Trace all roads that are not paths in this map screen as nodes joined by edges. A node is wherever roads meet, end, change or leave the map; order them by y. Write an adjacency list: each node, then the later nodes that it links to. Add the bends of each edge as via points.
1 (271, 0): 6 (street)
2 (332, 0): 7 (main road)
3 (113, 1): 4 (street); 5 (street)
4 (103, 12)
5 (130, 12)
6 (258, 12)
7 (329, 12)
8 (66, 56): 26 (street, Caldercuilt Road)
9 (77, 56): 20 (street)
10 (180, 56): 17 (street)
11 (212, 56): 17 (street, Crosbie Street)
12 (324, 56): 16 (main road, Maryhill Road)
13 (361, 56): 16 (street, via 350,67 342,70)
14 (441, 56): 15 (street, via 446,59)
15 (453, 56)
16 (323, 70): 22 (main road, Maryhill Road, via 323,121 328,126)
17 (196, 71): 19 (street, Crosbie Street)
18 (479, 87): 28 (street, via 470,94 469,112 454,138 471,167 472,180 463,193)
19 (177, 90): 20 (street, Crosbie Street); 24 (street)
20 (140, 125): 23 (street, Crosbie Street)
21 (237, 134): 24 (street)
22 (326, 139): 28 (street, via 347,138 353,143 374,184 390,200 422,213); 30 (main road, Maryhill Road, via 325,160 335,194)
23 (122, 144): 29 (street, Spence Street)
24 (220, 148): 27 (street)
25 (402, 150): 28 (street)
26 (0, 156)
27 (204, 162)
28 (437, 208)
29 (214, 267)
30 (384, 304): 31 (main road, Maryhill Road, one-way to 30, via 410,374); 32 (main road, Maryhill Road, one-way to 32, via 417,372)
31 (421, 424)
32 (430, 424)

# # # # # # #

▶ To do
What is needed is an exact, complete copy of the entries above.

▶ Exercise result
Trace all roads that are not paths in this map screen as nodes joined by edges. A node is wherever roads meet, end, change or leave the map; order them by y. Write an adjacency list: each node, then the later nodes that it links to. Add the bends of each edge as via points.
1 (271, 0): 6 (street)
2 (332, 0): 7 (main road)
3 (113, 1): 4 (street); 5 (street)
4 (103, 12)
5 (130, 12)
6 (258, 12)
7 (329, 12)
8 (66, 56): 26 (street, Caldercuilt Road)
9 (77, 56): 20 (street)
10 (180, 56): 17 (street)
11 (212, 56): 17 (street, Crosbie Street)
12 (324, 56): 16 (main road, Maryhill Road)
13 (361, 56): 16 (street, via 350,67 342,70)
14 (441, 56): 15 (street, via 446,59)
15 (453, 56)
16 (323, 70): 22 (main road, Maryhill Road, via 323,121 328,126)
17 (196, 71): 19 (street, Crosbie Street)
18 (479, 87): 28 (street, via 470,94 469,112 454,138 471,167 472,180 463,193)
19 (177, 90): 20 (street, Crosbie Street); 24 (street)
20 (140, 125): 23 (street, Crosbie Street)
21 (237, 134): 24 (street)
22 (326, 139): 28 (street, via 347,138 353,143 374,184 390,200 422,213); 30 (main road, Maryhill Road, via 325,160 335,194)
23 (122, 144): 29 (street, Spence Street)
24 (220, 148): 27 (street)
25 (402, 150): 28 (street)
26 (0, 156)
27 (204, 162)
28 (437, 208)
29 (214, 267)
30 (384, 304): 31 (main road, Maryhill Road, one-way to 30, via 410,374); 32 (main road, Maryhill Road, one-way to 32, via 417,372)
31 (421, 424)
32 (430, 424)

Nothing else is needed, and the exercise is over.